BEGIN Data under study

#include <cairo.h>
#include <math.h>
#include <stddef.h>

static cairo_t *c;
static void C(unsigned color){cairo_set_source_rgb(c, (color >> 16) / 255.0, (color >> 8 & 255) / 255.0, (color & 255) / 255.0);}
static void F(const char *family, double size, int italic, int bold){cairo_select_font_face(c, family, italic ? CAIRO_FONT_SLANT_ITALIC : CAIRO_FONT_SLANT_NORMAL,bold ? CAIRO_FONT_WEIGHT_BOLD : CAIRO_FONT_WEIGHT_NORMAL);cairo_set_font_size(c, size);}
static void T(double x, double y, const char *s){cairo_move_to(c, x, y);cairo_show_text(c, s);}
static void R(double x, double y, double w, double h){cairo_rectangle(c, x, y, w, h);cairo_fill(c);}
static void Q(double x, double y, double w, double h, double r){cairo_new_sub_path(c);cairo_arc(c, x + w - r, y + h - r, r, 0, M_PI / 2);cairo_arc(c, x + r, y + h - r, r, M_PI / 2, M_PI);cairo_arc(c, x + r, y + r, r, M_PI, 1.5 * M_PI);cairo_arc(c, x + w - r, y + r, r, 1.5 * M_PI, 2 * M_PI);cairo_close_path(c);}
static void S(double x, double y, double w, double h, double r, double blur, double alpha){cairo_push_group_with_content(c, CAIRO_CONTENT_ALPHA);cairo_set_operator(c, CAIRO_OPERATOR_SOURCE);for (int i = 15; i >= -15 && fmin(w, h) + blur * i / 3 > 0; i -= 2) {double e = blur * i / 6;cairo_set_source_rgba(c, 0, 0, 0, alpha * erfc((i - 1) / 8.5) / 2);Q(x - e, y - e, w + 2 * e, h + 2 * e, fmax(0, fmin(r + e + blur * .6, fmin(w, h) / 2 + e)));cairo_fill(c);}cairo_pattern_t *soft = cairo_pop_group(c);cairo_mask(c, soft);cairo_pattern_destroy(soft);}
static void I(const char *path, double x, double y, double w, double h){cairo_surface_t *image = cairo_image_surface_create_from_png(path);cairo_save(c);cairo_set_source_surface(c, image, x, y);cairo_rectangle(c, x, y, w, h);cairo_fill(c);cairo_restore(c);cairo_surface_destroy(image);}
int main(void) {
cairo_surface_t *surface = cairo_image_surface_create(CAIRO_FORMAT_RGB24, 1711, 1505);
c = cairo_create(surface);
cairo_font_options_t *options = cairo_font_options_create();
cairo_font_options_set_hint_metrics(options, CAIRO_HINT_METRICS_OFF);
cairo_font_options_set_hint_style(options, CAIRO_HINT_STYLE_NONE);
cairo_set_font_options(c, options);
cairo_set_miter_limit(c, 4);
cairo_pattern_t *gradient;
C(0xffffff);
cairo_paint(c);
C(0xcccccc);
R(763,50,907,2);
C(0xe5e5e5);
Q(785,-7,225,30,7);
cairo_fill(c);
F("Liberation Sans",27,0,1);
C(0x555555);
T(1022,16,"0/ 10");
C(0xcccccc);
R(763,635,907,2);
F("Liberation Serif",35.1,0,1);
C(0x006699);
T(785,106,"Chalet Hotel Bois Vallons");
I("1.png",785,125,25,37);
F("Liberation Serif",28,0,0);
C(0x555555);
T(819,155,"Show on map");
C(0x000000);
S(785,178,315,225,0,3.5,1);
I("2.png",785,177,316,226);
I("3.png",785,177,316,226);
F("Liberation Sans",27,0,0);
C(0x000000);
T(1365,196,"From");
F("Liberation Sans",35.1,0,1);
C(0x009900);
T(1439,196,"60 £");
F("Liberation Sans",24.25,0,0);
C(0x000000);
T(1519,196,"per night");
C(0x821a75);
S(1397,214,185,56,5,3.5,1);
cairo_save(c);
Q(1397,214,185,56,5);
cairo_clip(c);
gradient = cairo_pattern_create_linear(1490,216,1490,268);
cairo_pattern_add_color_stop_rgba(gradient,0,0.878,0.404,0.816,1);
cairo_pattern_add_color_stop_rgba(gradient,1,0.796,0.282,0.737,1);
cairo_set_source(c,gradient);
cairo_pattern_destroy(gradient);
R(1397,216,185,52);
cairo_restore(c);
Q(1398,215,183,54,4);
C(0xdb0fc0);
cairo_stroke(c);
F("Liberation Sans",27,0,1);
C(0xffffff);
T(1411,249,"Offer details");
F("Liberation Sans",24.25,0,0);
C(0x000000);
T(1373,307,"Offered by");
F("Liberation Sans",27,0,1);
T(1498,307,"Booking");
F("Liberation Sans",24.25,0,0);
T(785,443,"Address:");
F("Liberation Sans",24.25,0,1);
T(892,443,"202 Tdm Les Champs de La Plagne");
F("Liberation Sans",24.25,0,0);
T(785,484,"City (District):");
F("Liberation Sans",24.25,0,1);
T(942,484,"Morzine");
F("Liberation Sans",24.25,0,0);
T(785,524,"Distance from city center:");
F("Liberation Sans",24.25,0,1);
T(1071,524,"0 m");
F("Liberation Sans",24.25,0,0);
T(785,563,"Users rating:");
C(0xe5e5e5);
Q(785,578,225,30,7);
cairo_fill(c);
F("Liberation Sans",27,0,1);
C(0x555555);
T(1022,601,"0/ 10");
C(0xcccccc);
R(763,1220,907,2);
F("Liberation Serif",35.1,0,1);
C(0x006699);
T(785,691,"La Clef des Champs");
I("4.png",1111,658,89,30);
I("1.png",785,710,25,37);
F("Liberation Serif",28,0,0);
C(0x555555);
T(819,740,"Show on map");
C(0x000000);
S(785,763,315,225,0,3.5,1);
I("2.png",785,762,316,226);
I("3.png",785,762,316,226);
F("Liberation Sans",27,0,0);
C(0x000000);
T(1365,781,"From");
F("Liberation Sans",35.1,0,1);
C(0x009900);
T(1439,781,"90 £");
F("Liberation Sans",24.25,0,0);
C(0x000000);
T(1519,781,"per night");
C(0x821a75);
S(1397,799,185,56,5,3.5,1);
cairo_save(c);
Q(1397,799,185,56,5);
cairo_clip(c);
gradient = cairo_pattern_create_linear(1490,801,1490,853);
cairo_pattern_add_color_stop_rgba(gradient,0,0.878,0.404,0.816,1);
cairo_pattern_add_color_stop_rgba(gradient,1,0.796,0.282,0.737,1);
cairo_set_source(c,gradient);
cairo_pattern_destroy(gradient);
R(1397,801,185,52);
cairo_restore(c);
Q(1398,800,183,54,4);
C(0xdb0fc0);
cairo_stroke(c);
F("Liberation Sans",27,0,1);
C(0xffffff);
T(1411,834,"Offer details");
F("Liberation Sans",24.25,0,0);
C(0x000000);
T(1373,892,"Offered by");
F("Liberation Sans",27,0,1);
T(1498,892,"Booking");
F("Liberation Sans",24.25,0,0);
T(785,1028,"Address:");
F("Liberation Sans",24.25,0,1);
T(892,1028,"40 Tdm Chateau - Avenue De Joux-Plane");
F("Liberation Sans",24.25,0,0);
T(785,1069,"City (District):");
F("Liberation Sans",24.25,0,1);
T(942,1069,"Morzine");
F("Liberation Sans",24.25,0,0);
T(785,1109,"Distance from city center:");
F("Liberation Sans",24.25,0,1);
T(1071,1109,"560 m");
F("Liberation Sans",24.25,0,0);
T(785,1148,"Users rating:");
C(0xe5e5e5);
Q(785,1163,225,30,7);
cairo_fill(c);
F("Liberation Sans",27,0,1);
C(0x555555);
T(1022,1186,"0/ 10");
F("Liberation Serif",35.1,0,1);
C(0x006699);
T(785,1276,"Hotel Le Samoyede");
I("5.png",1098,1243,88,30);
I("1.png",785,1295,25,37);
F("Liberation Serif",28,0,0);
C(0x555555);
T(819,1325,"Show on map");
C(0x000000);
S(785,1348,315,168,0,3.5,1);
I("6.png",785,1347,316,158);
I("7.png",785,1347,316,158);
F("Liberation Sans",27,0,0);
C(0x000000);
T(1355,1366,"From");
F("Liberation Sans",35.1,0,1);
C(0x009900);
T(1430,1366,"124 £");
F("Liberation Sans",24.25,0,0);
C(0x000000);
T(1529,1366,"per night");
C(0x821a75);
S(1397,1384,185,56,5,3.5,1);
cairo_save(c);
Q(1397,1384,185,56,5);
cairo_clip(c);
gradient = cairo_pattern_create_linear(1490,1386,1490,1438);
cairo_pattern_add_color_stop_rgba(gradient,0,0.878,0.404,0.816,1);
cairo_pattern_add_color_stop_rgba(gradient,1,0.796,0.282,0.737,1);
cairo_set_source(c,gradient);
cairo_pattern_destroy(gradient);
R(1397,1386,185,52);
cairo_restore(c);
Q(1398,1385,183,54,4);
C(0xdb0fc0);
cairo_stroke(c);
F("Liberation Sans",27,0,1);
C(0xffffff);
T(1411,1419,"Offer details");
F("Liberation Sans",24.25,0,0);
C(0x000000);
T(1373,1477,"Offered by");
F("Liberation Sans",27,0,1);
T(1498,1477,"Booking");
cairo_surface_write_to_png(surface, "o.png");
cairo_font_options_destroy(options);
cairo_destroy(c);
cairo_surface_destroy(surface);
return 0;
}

END Data under study

» **Work request**: Print, from the entries above, the line with "static void C(unsigned", the line with "static void F(const" and all lines between them, exactly and with nothing else.

» **Response area**:
static void C(unsigned color){cairo_set_source_rgb(c, (color >> 16) / 255.0, (color >> 8 & 255) / 255.0, (color & 255) / 255.0);}
static void F(const char *family, double size, int italic, int bold){cairo_select_font_face(c, family, italic ? CAIRO_FONT_SLANT_ITALIC : CAIRO_FONT_SLANT_NORMAL,bold ? CAIRO_FONT_WEIGHT_BOLD : CAIRO_FONT_WEIGHT_NORMAL);cairo_set_font_size(c, size);}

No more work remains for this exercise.